Another way of viewing the work by Knox and colleagues is that they have identified “endotypes” of sepsis. An endotype is a subclass of a disease or syndrome, as defined by function or biology. In this case, Knox and colleagues identified sepsis endotypes based on organ failure patterns. In an analogous manner, another recent report identified endotypes of pediatric septic shock [13]. Based on a 100-gene expression signature and self-organizing maps, two broad endotypes of pediatric septic shock were derived and validated. Allocation to one of the two endotypes was independently associated with increased risk of mortality and increased organ failure burden. Importantly, the endotype-defining gene signature is enriched for genes corresponding to adaptive immunity and the glucocorticoid receptor signaling pathway, thus opening the way for identifying patients who may be more or less responsive to immune-enhancing therapies or adjunctive corticosteroids.
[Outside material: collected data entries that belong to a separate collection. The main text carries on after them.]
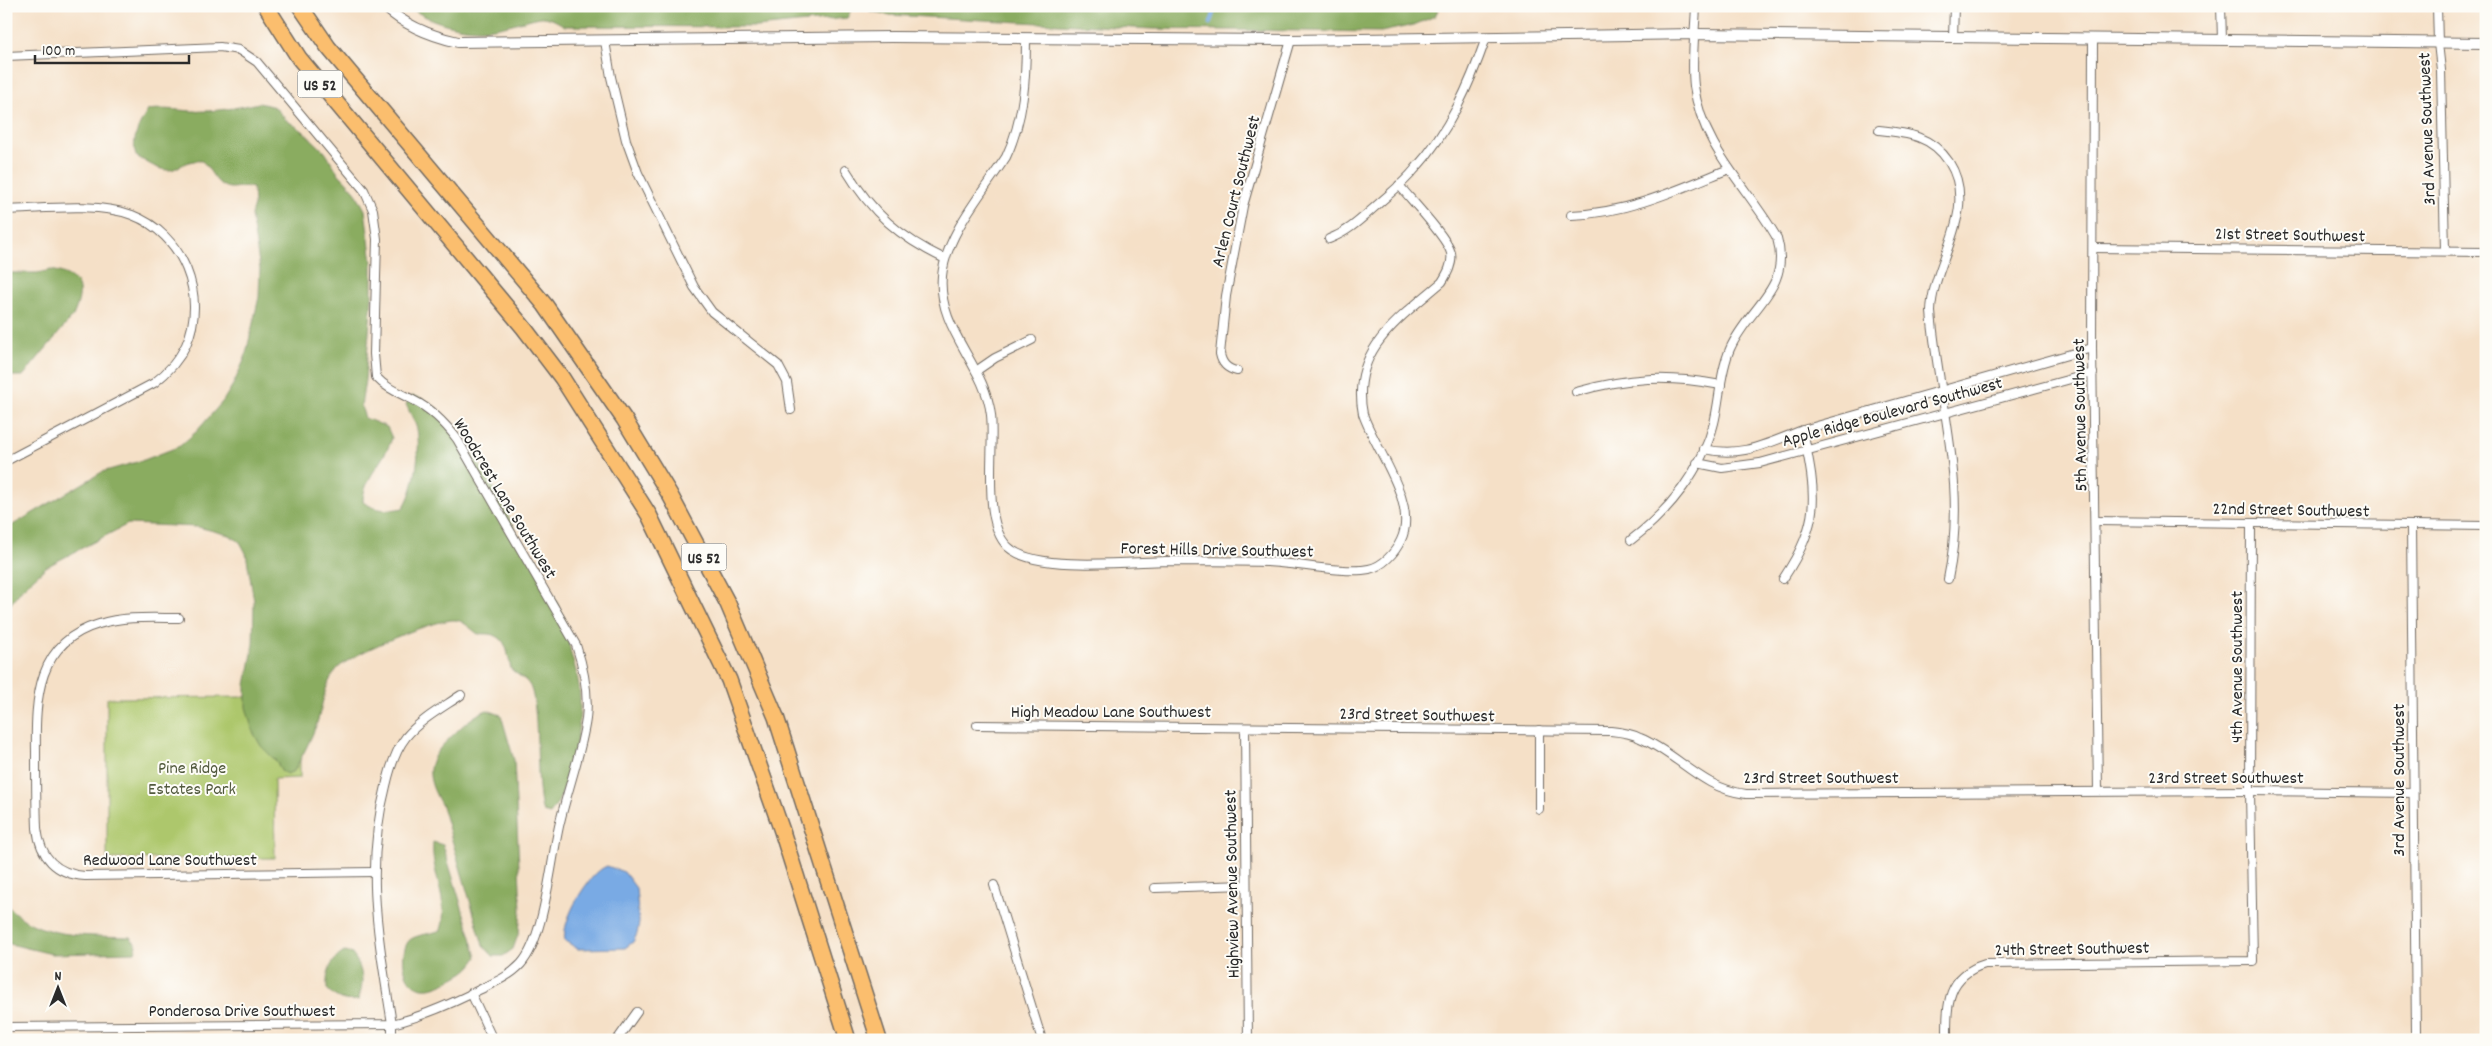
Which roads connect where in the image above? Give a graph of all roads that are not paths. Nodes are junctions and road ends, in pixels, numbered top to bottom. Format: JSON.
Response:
{"nodes":[{"id":1,"x":266,"y":6,"type":"edge"},
{"id":2,"x":300,"y":6,"type":"edge"},
{"id":3,"x":384,"y":6,"type":"edge"},
{"id":4,"x":1696,"y":6,"type":"edge"},
{"id":5,"x":1954,"y":6,"type":"edge"},
{"id":6,"x":2221,"y":6,"type":"edge"},
{"id":7,"x":2437,"y":6,"type":"edge"},
{"id":8,"x":1695,"y":34,"type":"junction"},
{"id":9,"x":1026,"y":38,"type":"junction"},
{"id":10,"x":1486,"y":38,"type":"junction"},
{"id":11,"x":1953,"y":38,"type":"junction"},
{"id":12,"x":2093,"y":39,"type":"junction"},
{"id":13,"x":1291,"y":40,"type":"junction"},
{"id":14,"x":2222,"y":40,"type":"junction"},
{"id":15,"x":605,"y":41,"type":"junction"},
{"id":16,"x":2438,"y":43,"type":"junction"},
{"id":17,"x":2486,"y":43,"type":"edge"},
{"id":18,"x":6,"y":56,"type":"edge"},
{"id":19,"x":1879,"y":130,"type":"dead end"},
{"id":20,"x":1729,"y":169,"type":"junction"},
{"id":21,"x":846,"y":170,"type":"dead end"},
{"id":22,"x":1399,"y":186,"type":"junction"},
{"id":23,"x":6,"y":210,"type":"edge"},
{"id":24,"x":1571,"y":215,"type":"dead end"},
{"id":25,"x":1329,"y":239,"type":"dead end"},
{"id":26,"x":2093,"y":248,"type":"junction"},
{"id":27,"x":2444,"y":251,"type":"junction"},
{"id":28,"x":2486,"y":252,"type":"edge"},
{"id":29,"x":945,"y":259,"type":"junction"},
{"id":30,"x":1032,"y":340,"type":"dead end"},
{"id":31,"x":2092,"y":348,"type":"junction"},
{"id":32,"x":976,"y":371,"type":"junction"},
{"id":33,"x":1237,"y":371,"type":"dead end"},
{"id":34,"x":2093,"y":373,"type":"junction"},
{"id":35,"x":1721,"y":385,"type":"junction"},
{"id":36,"x":1576,"y":392,"type":"dead end"},
{"id":37,"x":1942,"y":392,"type":"junction"},
{"id":38,"x":791,"y":410,"type":"dead end"},
{"id":39,"x":1946,"y":412,"type":"junction"},
{"id":40,"x":1803,"y":430,"type":"junction"},
{"id":41,"x":1704,"y":449,"type":"junction"},
{"id":42,"x":1806,"y":449,"type":"junction"},
{"id":43,"x":6,"y":461,"type":"edge"},
{"id":44,"x":1697,"y":463,"type":"junction"},
{"id":45,"x":2095,"y":521,"type":"junction"},
{"id":46,"x":2251,"y":523,"type":"junction"},
{"id":47,"x":2411,"y":526,"type":"junction"},
{"id":48,"x":2486,"y":526,"type":"edge"},
{"id":49,"x":1631,"y":540,"type":"dead end"},
{"id":50,"x":1783,"y":578,"type":"dead end"},
{"id":51,"x":1948,"y":579,"type":"dead end"},
{"id":52,"x":179,"y":618,"type":"dead end"},
{"id":53,"x":461,"y":696,"type":"dead end"},
{"id":54,"x":977,"y":726,"type":"dead end"},
{"id":55,"x":1245,"y":728,"type":"junction"},
{"id":56,"x":1539,"y":730,"type":"junction"},
{"id":57,"x":2098,"y":791,"type":"junction"},
{"id":58,"x":2250,"y":791,"type":"junction"},
{"id":59,"x":2413,"y":794,"type":"junction"},
{"id":60,"x":1539,"y":809,"type":"dead end"},
{"id":61,"x":374,"y":872,"type":"junction"},
{"id":62,"x":994,"y":885,"type":"dead end"},
{"id":63,"x":1246,"y":885,"type":"junction"},
{"id":64,"x":1155,"y":888,"type":"dead end"},
{"id":65,"x":2253,"y":961,"type":"joint"},
{"id":66,"x":471,"y":993,"type":"junction"},
{"id":67,"x":637,"y":1012,"type":"dead end"},
{"id":68,"x":392,"y":1024,"type":"junction"},
{"id":69,"x":6,"y":1027,"type":"edge"},
{"id":70,"x":2416,"y":1034,"type":"dead end"},
{"id":71,"x":392,"y":1040,"type":"edge"},
{"id":72,"x":493,"y":1040,"type":"edge"},
{"id":73,"x":617,"y":1040,"type":"edge"},
{"id":74,"x":848,"y":1040,"type":"edge"},
{"id":75,"x":879,"y":1040,"type":"edge"},
{"id":76,"x":1042,"y":1040,"type":"edge"},
{"id":77,"x":1248,"y":1040,"type":"edge"},
{"id":78,"x":1947,"y":1040,"type":"edge"}],
"edges":[{"from":1,"to":74,"type":"highway","number":"US 52"},
{"from":2,"to":75,"type":"highway","number":"US 52"},
{"from":3,"to":15,"type":"street"},
{"from":4,"to":8,"type":"street"},
{"from":5,"to":11,"type":"street"},
{"from":6,"to":14,"type":"street"},
{"from":7,"to":16,"type":"street","name":"3rd Avenue Southwest"},
{"from":8,"to":10,"type":"street"},
{"from":8,"to":11,"type":"street"},
{"from":8,"to":20,"type":"street"},
{"from":9,"to":13,"type":"street"},
{"from":9,"to":15,"type":"street"},
{"from":9,"to":29,"type":"street","name":"Forest Hills Drive Southwest"},
{"from":10,"to":13,"type":"street"},
{"from":10,"to":22,"type":"street"},
{"from":11,"to":12,"type":"street"},
{"from":12,"to":14,"type":"street"},
{"from":12,"to":26,"type":"street","name":"5th Avenue Southwest"},
{"from":13,"to":33,"type":"street","name":"Arlen Court Southwest"},
{"from":14,"to":16,"type":"street"},
{"from":15,"to":38,"type":"street"},
{"from":16,"to":17,"type":"street"},
{"from":16,"to":27,"type":"street","name":"3rd Avenue Southwest"},
{"from":18,"to":66,"type":"street","name":"Woodcrest Lane Southwest"},
{"from":19,"to":37,"type":"street"},
{"from":20,"to":24,"type":"street"},
{"from":20,"to":35,"type":"street"},
{"from":21,"to":29,"type":"street"},
{"from":22,"to":25,"type":"street"},
{"from":22,"to":32,"type":"street","name":"Forest Hills Drive Southwest"},
{"from":23,"to":43,"type":"street"},
{"from":26,"to":27,"type":"street","name":"21st Street Southwest"},
{"from":26,"to":31,"type":"street","name":"5th Avenue Southwest"},
{"from":27,"to":28,"type":"street","name":"21st Street Southwest"},
{"from":29,"to":32,"type":"street","name":"Forest Hills Drive Southwest"},
{"from":30,"to":32,"type":"street"},
{"from":31,"to":34,"type":"street","name":"5th Avenue Southwest"},
{"from":31,"to":37,"type":"street","name":"Apple Ridge Boulevard Southwest"},
{"from":34,"to":39,"type":"street","name":"Apple Ridge Boulevard Southwest"},
{"from":34,"to":45,"type":"street","name":"5th Avenue Southwest"},
{"from":35,"to":36,"type":"street"},
{"from":35,"to":41,"type":"street"},
{"from":37,"to":39,"type":"street"},
{"from":37,"to":40,"type":"street","name":"Apple Ridge Boulevard Southwest"},
{"from":39,"to":42,"type":"street","name":"Apple Ridge Boulevard Southwest"},
{"from":39,"to":51,"type":"street"},
{"from":40,"to":41,"type":"street","name":"Apple Ridge Boulevard Southwest"},
{"from":40,"to":42,"type":"street"},
{"from":41,"to":44,"type":"street"},
{"from":42,"to":44,"type":"street","name":"Apple Ridge Boulevard Southwest"},
{"from":42,"to":50,"type":"street"},
{"from":44,"to":49,"type":"street"},
{"from":45,"to":46,"type":"street","name":"22nd Street Southwest"},
{"from":45,"to":57,"type":"street","name":"5th Avenue Southwest"},
{"from":46,"to":47,"type":"street","name":"22nd Street Southwest"},
{"from":46,"to":58,"type":"street","name":"4th Avenue Southwest"},
{"from":47,"to":48,"type":"street","name":"22nd Street Southwest"},
{"from":47,"to":59,"type":"street","name":"3rd Avenue Southwest"},
{"from":52,"to":61,"type":"street","name":"Redwood Lane Southwest"},
{"from":53,"to":61,"type":"street"},
{"from":54,"to":55,"type":"street","name":"High Meadow Lane Southwest"},
{"from":55,"to":56,"type":"street","name":"23rd Street Southwest"},
{"from":55,"to":63,"type":"street","name":"Highview Avenue Southwest"},
{"from":56,"to":57,"type":"street","name":"23rd Street Southwest"},
{"from":56,"to":60,"type":"street"},
{"from":57,"to":58,"type":"street","name":"23rd Street Southwest"},
{"from":58,"to":59,"type":"street","name":"23rd Street Southwest"},
{"from":58,"to":65,"type":"street","name":"4th Avenue Southwest"},
{"from":59,"to":70,"type":"street","name":"3rd Avenue Southwest"},
{"from":61,"to":68,"type":"street"},
{"from":62,"to":76,"type":"street"},
{"from":63,"to":64,"type":"street"},
{"from":63,"to":77,"type":"street","name":"Highview Avenue Southwest"},
{"from":65,"to":78,"type":"street","name":"24th Street Southwest"},
{"from":66,"to":68,"type":"street","name":"Ponderosa Drive Southwest"},
{"from":66,"to":72,"type":"street"},
{"from":67,"to":73,"type":"street"},
{"from":68,"to":69,"type":"street","name":"Ponderosa Drive Southwest"},
{"from":68,"to":71,"type":"street"}]}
Indeed, in a post hoc analysis the prescription of corticosteroids was associated with four times the risk of death in one of the two septic shock endotypes.

While the cluster-based endotypes identified by Knox and colleagues require validation, the study is nonetheless laudable in that it illustrates the need to pursue the concepts of personalized medicine in the intensive care unit. The major challenges for the field moving forward are to not only discover endotypes, but to also develop diagnostic tests that meet the time-sensitive demands of decision-making in the intensive care unit and to operationalize these tests to deliver more rational and appropriately targeted therapies for our critically ill patients [14].